The lines wanted are those in the data below that include "down".

Top of Records for the exercise

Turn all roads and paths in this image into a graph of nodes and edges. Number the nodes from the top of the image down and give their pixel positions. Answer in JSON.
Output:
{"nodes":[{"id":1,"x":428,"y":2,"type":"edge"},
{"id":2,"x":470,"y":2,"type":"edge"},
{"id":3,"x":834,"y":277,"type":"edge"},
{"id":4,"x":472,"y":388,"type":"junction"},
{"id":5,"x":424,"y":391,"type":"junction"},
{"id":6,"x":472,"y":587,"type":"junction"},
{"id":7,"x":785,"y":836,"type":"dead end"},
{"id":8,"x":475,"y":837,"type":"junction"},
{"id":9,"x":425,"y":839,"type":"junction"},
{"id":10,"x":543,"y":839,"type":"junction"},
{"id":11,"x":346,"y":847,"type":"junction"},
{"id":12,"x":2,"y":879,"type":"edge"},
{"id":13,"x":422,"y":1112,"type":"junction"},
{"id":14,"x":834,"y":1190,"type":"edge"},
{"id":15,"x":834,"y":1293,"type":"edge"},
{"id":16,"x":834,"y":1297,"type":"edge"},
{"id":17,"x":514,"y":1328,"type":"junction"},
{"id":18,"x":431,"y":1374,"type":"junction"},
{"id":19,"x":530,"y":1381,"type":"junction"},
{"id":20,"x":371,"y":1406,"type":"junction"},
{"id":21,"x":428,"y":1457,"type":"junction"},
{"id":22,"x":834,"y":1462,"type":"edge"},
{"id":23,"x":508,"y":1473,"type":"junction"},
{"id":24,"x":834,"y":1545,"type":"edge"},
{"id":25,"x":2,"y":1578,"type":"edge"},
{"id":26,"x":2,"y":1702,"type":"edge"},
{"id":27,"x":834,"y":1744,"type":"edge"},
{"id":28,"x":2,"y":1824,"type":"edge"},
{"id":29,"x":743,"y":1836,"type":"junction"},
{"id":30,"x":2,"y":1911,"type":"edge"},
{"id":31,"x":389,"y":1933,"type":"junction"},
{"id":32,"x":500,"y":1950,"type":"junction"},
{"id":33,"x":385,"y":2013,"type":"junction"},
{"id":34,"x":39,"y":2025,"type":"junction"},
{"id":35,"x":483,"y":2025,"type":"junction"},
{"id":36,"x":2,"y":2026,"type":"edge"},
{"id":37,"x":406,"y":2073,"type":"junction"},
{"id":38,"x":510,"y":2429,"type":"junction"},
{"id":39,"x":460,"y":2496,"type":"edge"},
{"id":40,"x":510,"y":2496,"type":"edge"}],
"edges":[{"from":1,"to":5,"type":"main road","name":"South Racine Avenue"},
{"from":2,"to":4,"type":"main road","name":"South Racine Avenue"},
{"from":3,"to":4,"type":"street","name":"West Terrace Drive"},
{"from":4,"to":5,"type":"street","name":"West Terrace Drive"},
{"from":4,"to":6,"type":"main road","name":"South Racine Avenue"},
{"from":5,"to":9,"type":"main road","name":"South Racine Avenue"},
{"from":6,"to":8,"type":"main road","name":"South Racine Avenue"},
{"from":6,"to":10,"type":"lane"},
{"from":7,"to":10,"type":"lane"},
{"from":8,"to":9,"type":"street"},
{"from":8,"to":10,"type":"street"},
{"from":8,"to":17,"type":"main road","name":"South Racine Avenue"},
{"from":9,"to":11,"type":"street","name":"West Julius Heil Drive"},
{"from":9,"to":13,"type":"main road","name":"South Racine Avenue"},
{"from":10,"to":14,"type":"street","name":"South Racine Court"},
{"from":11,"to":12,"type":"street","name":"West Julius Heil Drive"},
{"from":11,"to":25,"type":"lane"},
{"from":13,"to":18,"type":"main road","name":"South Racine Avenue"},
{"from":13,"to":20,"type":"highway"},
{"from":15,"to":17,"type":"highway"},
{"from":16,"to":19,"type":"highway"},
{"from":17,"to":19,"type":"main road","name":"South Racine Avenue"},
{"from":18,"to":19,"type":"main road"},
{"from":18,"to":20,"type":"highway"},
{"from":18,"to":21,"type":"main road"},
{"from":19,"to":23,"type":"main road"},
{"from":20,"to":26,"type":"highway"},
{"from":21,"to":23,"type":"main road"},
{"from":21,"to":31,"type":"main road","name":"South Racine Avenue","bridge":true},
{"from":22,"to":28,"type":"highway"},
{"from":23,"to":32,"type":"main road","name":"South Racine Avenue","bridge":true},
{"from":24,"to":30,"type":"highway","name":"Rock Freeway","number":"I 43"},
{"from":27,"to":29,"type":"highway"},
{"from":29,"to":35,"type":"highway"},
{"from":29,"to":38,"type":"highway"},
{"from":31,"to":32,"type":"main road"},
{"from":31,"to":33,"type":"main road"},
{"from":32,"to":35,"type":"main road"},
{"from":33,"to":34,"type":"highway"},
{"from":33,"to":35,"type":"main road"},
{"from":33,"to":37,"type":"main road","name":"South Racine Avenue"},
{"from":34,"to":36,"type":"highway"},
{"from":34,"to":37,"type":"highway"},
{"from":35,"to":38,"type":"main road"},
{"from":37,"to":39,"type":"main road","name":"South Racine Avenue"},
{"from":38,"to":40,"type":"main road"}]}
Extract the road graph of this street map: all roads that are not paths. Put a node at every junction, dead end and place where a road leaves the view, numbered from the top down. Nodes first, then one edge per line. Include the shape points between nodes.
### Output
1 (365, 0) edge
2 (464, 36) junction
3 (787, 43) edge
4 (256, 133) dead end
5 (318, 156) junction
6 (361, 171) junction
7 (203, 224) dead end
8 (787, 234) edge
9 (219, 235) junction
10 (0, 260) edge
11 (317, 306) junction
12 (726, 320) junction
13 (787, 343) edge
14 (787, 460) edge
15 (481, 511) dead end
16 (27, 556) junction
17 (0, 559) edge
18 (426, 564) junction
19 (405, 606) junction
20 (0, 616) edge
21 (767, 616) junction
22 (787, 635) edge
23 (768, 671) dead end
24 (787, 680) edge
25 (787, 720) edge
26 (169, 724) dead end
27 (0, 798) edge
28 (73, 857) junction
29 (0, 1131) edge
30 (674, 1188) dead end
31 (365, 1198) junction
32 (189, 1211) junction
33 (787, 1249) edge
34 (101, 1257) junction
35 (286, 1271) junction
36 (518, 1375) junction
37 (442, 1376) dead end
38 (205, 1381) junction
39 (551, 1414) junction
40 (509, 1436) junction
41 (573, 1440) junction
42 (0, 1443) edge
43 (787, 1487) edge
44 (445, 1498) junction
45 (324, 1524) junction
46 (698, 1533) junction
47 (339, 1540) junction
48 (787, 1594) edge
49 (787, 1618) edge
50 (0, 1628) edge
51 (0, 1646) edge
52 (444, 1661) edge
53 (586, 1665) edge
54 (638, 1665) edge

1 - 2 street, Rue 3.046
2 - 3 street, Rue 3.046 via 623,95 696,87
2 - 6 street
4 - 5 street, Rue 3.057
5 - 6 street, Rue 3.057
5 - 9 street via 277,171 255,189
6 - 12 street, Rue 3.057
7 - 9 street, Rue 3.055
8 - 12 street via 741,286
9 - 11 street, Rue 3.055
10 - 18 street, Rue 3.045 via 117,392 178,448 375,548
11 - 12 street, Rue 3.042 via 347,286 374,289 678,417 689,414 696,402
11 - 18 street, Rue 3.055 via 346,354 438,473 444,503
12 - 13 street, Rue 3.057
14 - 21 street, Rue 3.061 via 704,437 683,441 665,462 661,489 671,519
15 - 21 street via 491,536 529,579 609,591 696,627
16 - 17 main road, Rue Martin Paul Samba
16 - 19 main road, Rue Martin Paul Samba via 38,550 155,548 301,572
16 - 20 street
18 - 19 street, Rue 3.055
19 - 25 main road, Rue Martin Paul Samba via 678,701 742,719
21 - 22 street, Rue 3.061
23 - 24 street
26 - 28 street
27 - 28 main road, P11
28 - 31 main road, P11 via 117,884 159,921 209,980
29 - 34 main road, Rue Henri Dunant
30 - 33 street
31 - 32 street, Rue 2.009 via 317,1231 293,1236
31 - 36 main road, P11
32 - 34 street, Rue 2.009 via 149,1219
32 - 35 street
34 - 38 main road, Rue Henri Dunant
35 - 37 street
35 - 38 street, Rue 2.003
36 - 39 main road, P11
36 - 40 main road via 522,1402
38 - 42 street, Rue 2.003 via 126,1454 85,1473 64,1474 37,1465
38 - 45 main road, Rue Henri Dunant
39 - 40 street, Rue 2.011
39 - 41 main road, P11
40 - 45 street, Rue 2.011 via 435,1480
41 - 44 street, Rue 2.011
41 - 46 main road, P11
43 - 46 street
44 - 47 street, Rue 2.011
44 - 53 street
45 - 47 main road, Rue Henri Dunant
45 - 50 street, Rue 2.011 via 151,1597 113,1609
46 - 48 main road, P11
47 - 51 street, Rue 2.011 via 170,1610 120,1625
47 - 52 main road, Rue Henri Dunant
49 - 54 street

Bottom of Records for the exercise

Response to the exercise:
Turn all roads and paths in this image into a graph of nodes and edges. Number the nodes from the top of the image down and give their pixel positions. Answer in JSON.
Extract the road graph of this street map: all roads that are not paths. Put a node at every junction, dead end and place where a road leaves the view, numbered from the top down. Nodes first, then one edge per line. Include the shape points between nodes.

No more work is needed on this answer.